* _Work request_
Give back the full data character for character.

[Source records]
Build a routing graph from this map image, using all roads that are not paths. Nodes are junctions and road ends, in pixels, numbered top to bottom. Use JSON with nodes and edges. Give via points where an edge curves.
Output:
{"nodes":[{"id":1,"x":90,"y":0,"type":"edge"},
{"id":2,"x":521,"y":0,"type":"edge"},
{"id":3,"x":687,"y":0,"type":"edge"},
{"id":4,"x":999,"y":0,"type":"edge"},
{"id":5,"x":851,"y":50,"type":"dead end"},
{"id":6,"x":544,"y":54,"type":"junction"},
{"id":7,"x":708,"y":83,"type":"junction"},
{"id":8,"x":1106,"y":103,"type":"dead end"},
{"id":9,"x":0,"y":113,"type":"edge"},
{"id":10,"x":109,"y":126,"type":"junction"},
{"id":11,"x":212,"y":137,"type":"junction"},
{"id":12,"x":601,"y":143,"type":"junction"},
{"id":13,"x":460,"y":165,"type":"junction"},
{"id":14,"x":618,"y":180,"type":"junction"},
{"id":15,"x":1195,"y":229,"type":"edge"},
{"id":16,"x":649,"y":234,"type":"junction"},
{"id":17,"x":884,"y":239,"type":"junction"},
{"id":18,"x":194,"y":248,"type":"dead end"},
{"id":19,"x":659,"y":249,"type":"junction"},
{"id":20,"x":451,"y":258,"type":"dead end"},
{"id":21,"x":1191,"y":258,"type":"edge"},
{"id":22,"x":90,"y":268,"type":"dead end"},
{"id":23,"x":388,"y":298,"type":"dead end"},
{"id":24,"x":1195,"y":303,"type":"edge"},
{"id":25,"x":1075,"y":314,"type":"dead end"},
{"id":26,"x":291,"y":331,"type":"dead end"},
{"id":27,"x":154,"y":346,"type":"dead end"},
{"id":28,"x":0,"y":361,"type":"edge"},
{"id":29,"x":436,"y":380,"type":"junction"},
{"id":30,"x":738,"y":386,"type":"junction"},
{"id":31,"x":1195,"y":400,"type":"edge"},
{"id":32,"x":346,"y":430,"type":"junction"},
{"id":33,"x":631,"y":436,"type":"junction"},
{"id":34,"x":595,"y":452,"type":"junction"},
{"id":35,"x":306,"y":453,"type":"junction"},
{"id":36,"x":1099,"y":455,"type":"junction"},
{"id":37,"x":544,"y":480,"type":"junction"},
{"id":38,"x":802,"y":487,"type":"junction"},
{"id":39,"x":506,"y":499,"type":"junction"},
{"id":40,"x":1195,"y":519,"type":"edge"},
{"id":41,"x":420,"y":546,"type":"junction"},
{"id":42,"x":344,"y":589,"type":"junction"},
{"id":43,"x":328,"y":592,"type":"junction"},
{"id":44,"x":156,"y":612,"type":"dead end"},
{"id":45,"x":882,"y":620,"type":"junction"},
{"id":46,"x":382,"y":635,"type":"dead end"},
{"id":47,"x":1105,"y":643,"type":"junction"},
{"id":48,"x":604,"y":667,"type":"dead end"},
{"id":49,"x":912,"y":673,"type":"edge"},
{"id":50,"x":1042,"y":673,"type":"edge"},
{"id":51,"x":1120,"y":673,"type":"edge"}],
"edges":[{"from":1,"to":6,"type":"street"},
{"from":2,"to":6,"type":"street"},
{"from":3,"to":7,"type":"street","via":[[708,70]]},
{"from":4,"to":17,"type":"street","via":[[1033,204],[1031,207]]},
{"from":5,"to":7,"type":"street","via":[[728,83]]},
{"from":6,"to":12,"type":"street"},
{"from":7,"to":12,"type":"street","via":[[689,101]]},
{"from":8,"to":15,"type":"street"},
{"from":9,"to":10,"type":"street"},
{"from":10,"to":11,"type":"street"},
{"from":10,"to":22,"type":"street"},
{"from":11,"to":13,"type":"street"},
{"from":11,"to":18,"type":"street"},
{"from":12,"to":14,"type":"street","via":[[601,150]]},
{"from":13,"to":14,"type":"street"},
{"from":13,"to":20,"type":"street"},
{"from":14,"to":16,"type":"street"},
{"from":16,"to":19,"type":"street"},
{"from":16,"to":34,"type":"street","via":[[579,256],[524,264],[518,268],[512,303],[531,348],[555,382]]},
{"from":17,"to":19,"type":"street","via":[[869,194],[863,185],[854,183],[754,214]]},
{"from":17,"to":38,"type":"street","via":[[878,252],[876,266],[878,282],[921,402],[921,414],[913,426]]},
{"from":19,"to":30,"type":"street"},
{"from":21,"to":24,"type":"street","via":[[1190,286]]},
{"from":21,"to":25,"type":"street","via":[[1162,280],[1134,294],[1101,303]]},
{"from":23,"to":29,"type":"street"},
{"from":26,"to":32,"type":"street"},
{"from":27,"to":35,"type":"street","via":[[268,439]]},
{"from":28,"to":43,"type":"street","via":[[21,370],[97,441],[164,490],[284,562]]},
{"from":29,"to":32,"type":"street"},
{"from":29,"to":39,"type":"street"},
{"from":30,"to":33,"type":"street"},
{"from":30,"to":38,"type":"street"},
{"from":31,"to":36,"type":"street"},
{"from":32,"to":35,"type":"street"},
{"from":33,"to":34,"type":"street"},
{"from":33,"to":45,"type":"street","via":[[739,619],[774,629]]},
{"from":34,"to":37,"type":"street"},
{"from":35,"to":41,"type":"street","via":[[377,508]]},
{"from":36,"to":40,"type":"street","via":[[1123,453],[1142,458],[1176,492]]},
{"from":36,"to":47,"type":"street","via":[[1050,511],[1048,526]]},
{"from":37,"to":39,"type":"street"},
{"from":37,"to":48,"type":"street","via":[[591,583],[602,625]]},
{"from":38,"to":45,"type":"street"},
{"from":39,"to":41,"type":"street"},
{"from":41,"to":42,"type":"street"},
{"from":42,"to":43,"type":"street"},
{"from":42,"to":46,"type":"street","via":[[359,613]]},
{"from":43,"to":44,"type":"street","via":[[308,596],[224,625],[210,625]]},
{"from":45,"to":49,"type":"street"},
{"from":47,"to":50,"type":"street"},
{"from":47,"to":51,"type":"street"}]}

* _Exercise result_
Build a routing graph from this map image, using all roads that are not paths. Nodes are junctions and road ends, in pixels, numbered top to bottom. Use JSON with nodes and edges. Give via points where an edge curves.
Output:
{"nodes":[{"id":1,"x":90,"y":0,"type":"edge"},
{"id":2,"x":521,"y":0,"type":"edge"},
{"id":3,"x":687,"y":0,"type":"edge"},
{"id":4,"x":999,"y":0,"type":"edge"},
{"id":5,"x":851,"y":50,"type":"dead end"},
{"id":6,"x":544,"y":54,"type":"junction"},
{"id":7,"x":708,"y":83,"type":"junction"},
{"id":8,"x":1106,"y":103,"type":"dead end"},
{"id":9,"x":0,"y":113,"type":"edge"},
{"id":10,"x":109,"y":126,"type":"junction"},
{"id":11,"x":212,"y":137,"type":"junction"},
{"id":12,"x":601,"y":143,"type":"junction"},
{"id":13,"x":460,"y":165,"type":"junction"},
{"id":14,"x":618,"y":180,"type":"junction"},
{"id":15,"x":1195,"y":229,"type":"edge"},
{"id":16,"x":649,"y":234,"type":"junction"},
{"id":17,"x":884,"y":239,"type":"junction"},
{"id":18,"x":194,"y":248,"type":"dead end"},
{"id":19,"x":659,"y":249,"type":"junction"},
{"id":20,"x":451,"y":258,"type":"dead end"},
{"id":21,"x":1191,"y":258,"type":"edge"},
{"id":22,"x":90,"y":268,"type":"dead end"},
{"id":23,"x":388,"y":298,"type":"dead end"},
{"id":24,"x":1195,"y":303,"type":"edge"},
{"id":25,"x":1075,"y":314,"type":"dead end"},
{"id":26,"x":291,"y":331,"type":"dead end"},
{"id":27,"x":154,"y":346,"type":"dead end"},
{"id":28,"x":0,"y":361,"type":"edge"},
{"id":29,"x":436,"y":380,"type":"junction"},
{"id":30,"x":738,"y":386,"type":"junction"},
{"id":31,"x":1195,"y":400,"type":"edge"},
{"id":32,"x":346,"y":430,"type":"junction"},
{"id":33,"x":631,"y":436,"type":"junction"},
{"id":34,"x":595,"y":452,"type":"junction"},
{"id":35,"x":306,"y":453,"type":"junction"},
{"id":36,"x":1099,"y":455,"type":"junction"},
{"id":37,"x":544,"y":480,"type":"junction"},
{"id":38,"x":802,"y":487,"type":"junction"},
{"id":39,"x":506,"y":499,"type":"junction"},
{"id":40,"x":1195,"y":519,"type":"edge"},
{"id":41,"x":420,"y":546,"type":"junction"},
{"id":42,"x":344,"y":589,"type":"junction"},
{"id":43,"x":328,"y":592,"type":"junction"},
{"id":44,"x":156,"y":612,"type":"dead end"},
{"id":45,"x":882,"y":620,"type":"junction"},
{"id":46,"x":382,"y":635,"type":"dead end"},
{"id":47,"x":1105,"y":643,"type":"junction"},
{"id":48,"x":604,"y":667,"type":"dead end"},
{"id":49,"x":912,"y":673,"type":"edge"},
{"id":50,"x":1042,"y":673,"type":"edge"},
{"id":51,"x":1120,"y":673,"type":"edge"}],
"edges":[{"from":1,"to":6,"type":"street"},
{"from":2,"to":6,"type":"street"},
{"from":3,"to":7,"type":"street","via":[[708,70]]},
{"from":4,"to":17,"type":"street","via":[[1033,204],[1031,207]]},
{"from":5,"to":7,"type":"street","via":[[728,83]]},
{"from":6,"to":12,"type":"street"},
{"from":7,"to":12,"type":"street","via":[[689,101]]},
{"from":8,"to":15,"type":"street"},
{"from":9,"to":10,"type":"street"},
{"from":10,"to":11,"type":"street"},
{"from":10,"to":22,"type":"street"},
{"from":11,"to":13,"type":"street"},
{"from":11,"to":18,"type":"street"},
{"from":12,"to":14,"type":"street","via":[[601,150]]},
{"from":13,"to":14,"type":"street"},
{"from":13,"to":20,"type":"street"},
{"from":14,"to":16,"type":"street"},
{"from":16,"to":19,"type":"street"},
{"from":16,"to":34,"type":"street","via":[[579,256],[524,264],[518,268],[512,303],[531,348],[555,382]]},
{"from":17,"to":19,"type":"street","via":[[869,194],[863,185],[854,183],[754,214]]},
{"from":17,"to":38,"type":"street","via":[[878,252],[876,266],[878,282],[921,402],[921,414],[913,426]]},
{"from":19,"to":30,"type":"street"},
{"from":21,"to":24,"type":"street","via":[[1190,286]]},
{"from":21,"to":25,"type":"street","via":[[1162,280],[1134,294],[1101,303]]},
{"from":23,"to":29,"type":"street"},
{"from":26,"to":32,"type":"street"},
{"from":27,"to":35,"type":"street","via":[[268,439]]},
{"from":28,"to":43,"type":"street","via":[[21,370],[97,441],[164,490],[284,562]]},
{"from":29,"to":32,"type":"street"},
{"from":29,"to":39,"type":"street"},
{"from":30,"to":33,"type":"street"},
{"from":30,"to":38,"type":"street"},
{"from":31,"to":36,"type":"street"},
{"from":32,"to":35,"type":"street"},
{"from":33,"to":34,"type":"street"},
{"from":33,"to":45,"type":"street","via":[[739,619],[774,629]]},
{"from":34,"to":37,"type":"street"},
{"from":35,"to":41,"type":"street","via":[[377,508]]},
{"from":36,"to":40,"type":"street","via":[[1123,453],[1142,458],[1176,492]]},
{"from":36,"to":47,"type":"street","via":[[1050,511],[1048,526]]},
{"from":37,"to":39,"type":"street"},
{"from":37,"to":48,"type":"street","via":[[591,583],[602,625]]},
{"from":38,"to":45,"type":"street"},
{"from":39,"to":41,"type":"street"},
{"from":41,"to":42,"type":"street"},
{"from":42,"to":43,"type":"street"},
{"from":42,"to":46,"type":"street","via":[[359,613]]},
{"from":43,"to":44,"type":"street","via":[[308,596],[224,625],[210,625]]},
{"from":45,"to":49,"type":"street"},
{"from":47,"to":50,"type":"street"},
{"from":47,"to":51,"type":"street"}]}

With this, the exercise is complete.